How can you teach science and then put a faith based idea in the same arena?
SW-User
@UnparalleledMonster: You don't [i]teach[/i] either, you teach as in tell how each goes impartially. Secular doesn't have to be anti-religion, it can be *Neutral* Which means that all that has been thought about something is given equal consideration. When a whole point of view is avoided ie: Creationism, does that not speak unscientific things in a broad sense, that of being closed minded for example??
MetalGreymon · 36-40, M
@TraumenDenkener:

I understand that you're thinking of presenting a balanced view. But the evidence is not balanced, not equal.

Evolution theory is based in science while creationism is based in faith. Evolution is as much a fact as particle theory or gravitational theory.
Should a universe in which the sun orbits the earth be taught as equally relevant to the one in which the earth and other planets orbit the sun?
Science showed us the answer there, should we ignore it here?
SW-User
@UnparalleledMonster: Nothing should be ignored. One is devoted to facts, the other to how one lives their life. Seeing a connection is hindered i see from the pov that only considers the "factual" side and not the experiential side.
MetalGreymon · 36-40, M
@TraumenDenkener:

I'm not asking whether it should be taught at all, im asking whether it should be taught on equal footing with evolution and other sciences
SW-User
@UnparalleledMonster:

I am answering you by saying there should no longer be any offical theory taught as fact but a relativistic comparative thingamajiggie presentation that has no bias at all.

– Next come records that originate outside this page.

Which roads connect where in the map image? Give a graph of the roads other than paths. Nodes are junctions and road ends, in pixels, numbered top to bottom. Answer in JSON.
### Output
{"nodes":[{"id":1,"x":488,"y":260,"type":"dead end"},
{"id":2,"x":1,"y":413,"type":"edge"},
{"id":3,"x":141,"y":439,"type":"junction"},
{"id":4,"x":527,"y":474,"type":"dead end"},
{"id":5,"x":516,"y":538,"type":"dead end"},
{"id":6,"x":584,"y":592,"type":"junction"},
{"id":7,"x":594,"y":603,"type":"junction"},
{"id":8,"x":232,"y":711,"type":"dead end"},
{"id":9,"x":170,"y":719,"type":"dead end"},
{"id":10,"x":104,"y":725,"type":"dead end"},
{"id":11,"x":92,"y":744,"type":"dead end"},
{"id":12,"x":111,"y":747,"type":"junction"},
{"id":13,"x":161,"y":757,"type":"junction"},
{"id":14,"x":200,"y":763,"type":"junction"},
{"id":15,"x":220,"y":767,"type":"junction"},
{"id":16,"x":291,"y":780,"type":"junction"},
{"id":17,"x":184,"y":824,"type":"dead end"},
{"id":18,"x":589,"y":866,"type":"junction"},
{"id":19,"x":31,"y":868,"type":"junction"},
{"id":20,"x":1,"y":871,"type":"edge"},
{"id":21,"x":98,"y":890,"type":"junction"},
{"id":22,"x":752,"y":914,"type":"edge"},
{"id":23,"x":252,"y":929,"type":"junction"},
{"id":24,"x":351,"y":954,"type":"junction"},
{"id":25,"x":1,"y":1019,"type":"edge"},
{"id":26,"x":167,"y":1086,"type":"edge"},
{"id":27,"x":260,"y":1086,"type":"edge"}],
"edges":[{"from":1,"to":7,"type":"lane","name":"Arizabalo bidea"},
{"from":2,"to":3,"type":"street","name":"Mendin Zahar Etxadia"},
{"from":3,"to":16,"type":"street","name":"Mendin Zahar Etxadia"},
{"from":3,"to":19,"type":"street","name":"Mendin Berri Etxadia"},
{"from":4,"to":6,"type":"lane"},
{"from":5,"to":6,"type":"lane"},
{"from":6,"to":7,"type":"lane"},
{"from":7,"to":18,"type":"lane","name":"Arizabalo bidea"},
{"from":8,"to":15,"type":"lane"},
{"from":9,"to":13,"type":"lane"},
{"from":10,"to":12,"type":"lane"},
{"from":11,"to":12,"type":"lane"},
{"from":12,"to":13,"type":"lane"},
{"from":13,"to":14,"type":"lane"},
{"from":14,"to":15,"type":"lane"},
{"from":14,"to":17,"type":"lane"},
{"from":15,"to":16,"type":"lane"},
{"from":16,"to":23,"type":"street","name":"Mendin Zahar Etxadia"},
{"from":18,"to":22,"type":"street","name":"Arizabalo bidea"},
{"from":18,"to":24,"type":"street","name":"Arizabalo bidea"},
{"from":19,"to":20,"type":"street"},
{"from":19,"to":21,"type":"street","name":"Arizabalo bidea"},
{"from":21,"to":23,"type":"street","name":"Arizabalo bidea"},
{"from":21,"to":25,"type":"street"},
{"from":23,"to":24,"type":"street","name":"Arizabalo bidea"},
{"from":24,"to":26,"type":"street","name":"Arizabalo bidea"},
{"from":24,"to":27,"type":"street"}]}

I know, it wouldn't be very forseeable, but it is what i think should be, but i wouldn't go much further than this right here for it.
MetalGreymon · 36-40, M
@TraumenDenkener:

You think that there should be nothing that we teach as something that is known?
What is the point of teaching at all then?

If we start teaching people that the "truth" is what they feel is correct then we're not really teaching anything useful.
SW-User
@UnparalleledMonster: What is known is continuing to be known, and when that is taught as fact, it is dead. Knowing is so much more than things that are seen today as fact but tomorrow is blown apart by discovery.
MetalGreymon · 36-40, M
@TraumenDenkener:

Well yes, but until what we know is shown to be false we must believe that what we know is true.
Currently the evidence suggests one thing to science. Until the evidence suggests something else we will not discard what we know.